2) 'The Blood Jet is Poetry' - Sylvia Plath 1932 - 63 (August 11th)
Born in America, Sylvia Plath came to England on a Fulbright scholarship. Brilliant and gifted, she suffered from depression and anxiety. At Cambridge she met the equally brilliant Ted Hughes and they formed a personal and creative partnership. Driven to write, Plath constantly struggled with the juggling act women had to perform in a culture of traditional expectations. Children, housework, and a husband who was also a major literary figure, had to compete with poetry. Her husband’s infidelities made it even more difficult. Writing spectacularly original poetry and prose that defied the convention that women shouldn’t write about ‘the personal’, Sylvia succumbed to depression and took her own life in 1963 aged 31.
3) 'The Queen of Crime' - Agatha Christie 1890 - 1976 (August 18th)
Born Agatha Miller in Torquay in 1890, to wealthy middle-class parents, she became the best-selling novelist of all time, writing 66 detective novels, as well as the world’s longest-running play – The Mousetrap. Her technique shaped the modern detective novel.
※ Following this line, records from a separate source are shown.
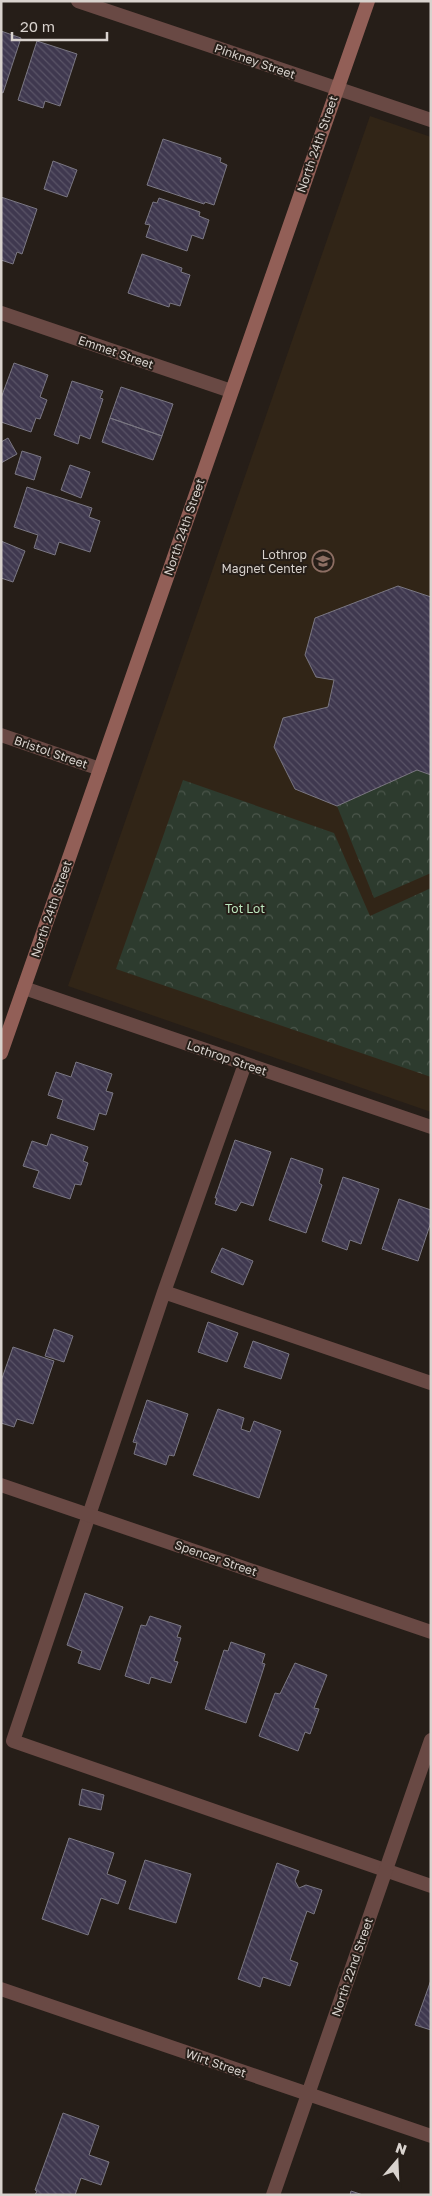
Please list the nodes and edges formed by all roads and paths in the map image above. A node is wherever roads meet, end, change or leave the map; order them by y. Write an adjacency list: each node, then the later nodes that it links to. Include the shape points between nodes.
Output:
1 (78, 1): 3 (street, Pinkney Street)
2 (368, 1): 3 (main road, North 24th Street)
3 (337, 89): 4 (street, Pinkney Street); 6 (main road, North 24th Street)
4 (431, 120)
5 (1, 313): 6 (street, Emmet Street)
6 (231, 391): 8 (main road, North 24th Street)
7 (1, 735): 8 (street, Bristol Street)
8 (100, 769): 9 (main road, North 24th Street)
9 (24, 988): 10 (main road, North 24th Street); 11 (street, Lothrop Street)
10 (1, 1053)
11 (245, 1064): 12 (street, Lothrop Street); 13 (street)
12 (431, 1127)
13 (164, 1292): 14 (street); 16 (street)
14 (431, 1383)
15 (1, 1485): 16 (street, Spencer Street)
16 (89, 1514): 17 (street, Spencer Street); 19 (street, via 13,1741)
17 (431, 1632)
18 (431, 1740): 19 (street, North 22nd Street)
19 (386, 1870): 20 (street); 22 (street, North 22nd Street)
20 (431, 1886)
21 (1, 1989): 22 (street, Wirt Street)
22 (308, 2094): 23 (street, Wirt Street); 24 (street, North 22nd Street)
23 (431, 2136)
24 (273, 2195)

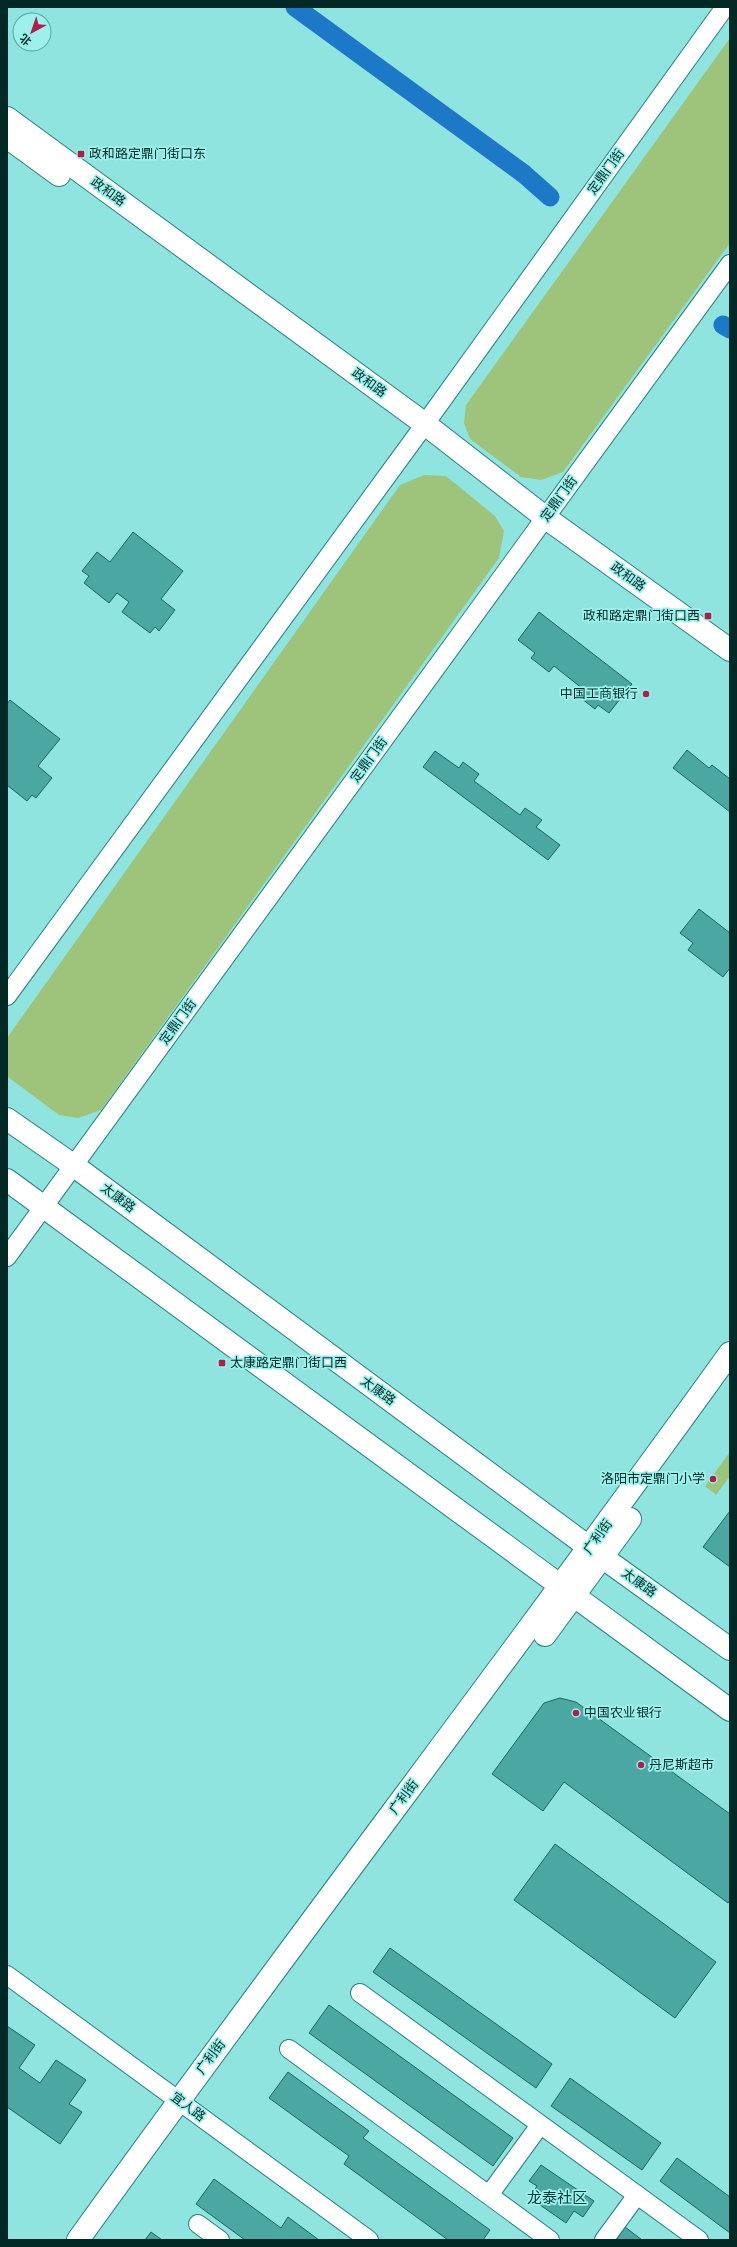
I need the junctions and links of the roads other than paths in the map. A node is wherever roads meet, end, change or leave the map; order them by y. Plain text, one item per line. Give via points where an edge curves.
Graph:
1 (725, 7) edge
2 (7, 118) edge
3 (7, 137) edge
4 (730, 264) edge
5 (421, 430) junction
6 (542, 523) junction
7 (730, 650) edge
8 (730, 667) edge
9 (7, 996) edge
10 (7, 1119) edge
11 (73, 1165) junction
12 (7, 1180) edge
13 (44, 1206) junction
14 (7, 1257) edge
15 (730, 1353) edge
16 (730, 1379) edge
17 (596, 1553) junction
18 (567, 1592) junction
19 (730, 1649) edge
20 (730, 1710) edge
21 (7, 1974) edge
22 (7, 1987) edge
23 (360, 1994) dead end
24 (289, 2049) dead end
25 (181, 2109) junction
26 (540, 2125) junction
27 (489, 2195) junction
28 (637, 2195) junction
29 (198, 2224) dead end
30 (531, 2234) edge
31 (78, 2240) edge
32 (96, 2240) edge
33 (220, 2240) edge
34 (352, 2240) edge
35 (369, 2240) edge
36 (550, 2240) edge
37 (604, 2240) edge
38 (699, 2240) edge

1 - 5 street, 定鼎门街
2 - 5 street, 政和路
3 - 5 street, 政和路
4 - 6 street, 定鼎门街
5 - 6 street, 政和路
5 - 9 street, 定鼎门街
6 - 7 street, 政和路
6 - 8 street, 政和路
6 - 11 street, 定鼎门街
10 - 11 street, 太康路
11 - 13 street, 定鼎门街
11 - 17 street, 太康路
12 - 13 street
13 - 14 street, 定鼎门街
13 - 18 street
15 - 17 street, 广利街
16 - 17 street, 广利街
17 - 18 street, 广利街
17 - 19 street, 太康路
18 - 20 street
18 - 25 street, 广利街
21 - 25 street, 宜人路
22 - 25 street, 宜人路
23 - 26 street
24 - 27 street
25 - 31 street, 广利街
25 - 32 street, 广利街
25 - 34 street, 宜人路
25 - 35 street, 宜人路
26 - 27 street
26 - 28 street
27 - 30 street
28 - 37 street
28 - 38 street
29 - 33 street
30 - 36 street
She married Archie Christie just before the first world war. He was posted abroad, while Agatha worked in a hospital dispensary where she learned a great deal about poisons. She was already writing and had several novels rejected before The Mysterious Affair at Styles was published in 1920. When Archie asked for a divorce, Agatha mysteriously disappeared for more than a week, creating a national sensation. She later married an archaeologist and the experience of excavations in the middle east informed several of her novels.
4) 'And Still I Rise' - Maya Angelou 1928 - 2014 (August 25th)
The great granddaughter of a slave, Maya Angelou was born in St Louis, Missouri, and brought up in a segregated America, mostly by her grandmother. She had a baby at 17, and took a variety of jobs to support herself and her son including streetcar conductor, sex worker, professional dancer and actress. She married a novelist who encouraged her to write. In New York she met Martin Luther King and became involved in politics. She is best known for her poetry and autobiographies, but was also a university lecturer, broadcast journalist and film director, calling herself ‘a teacher who writes’. She dedicated her long life to campaigning for an end to ‘the idiocies of racism and sexism’.
- Duration: 4 x 60 mins
- Online Zoom event: Join from your computer, phone or tablet (a recording will be available)
Meet the Host, Kathleen Jones
Kathleen Jones is a poet, novelist and author of eight literary biographies. Her account of the lives of the women associated with the Lake Poets, ‘A Passionate Sisterhood’ was a Virago Classic and won the Barclays Bank prize for biography. After graduating from Bristol University, Kathleen worked in broadcast journalism and has taught creative writing in a number of universities. She is currently a Royal Literary Fund Fellow, and in 2012 was elected a Fellow of the English Association for services to literature. She has also published four collections of poetry and a travel journal.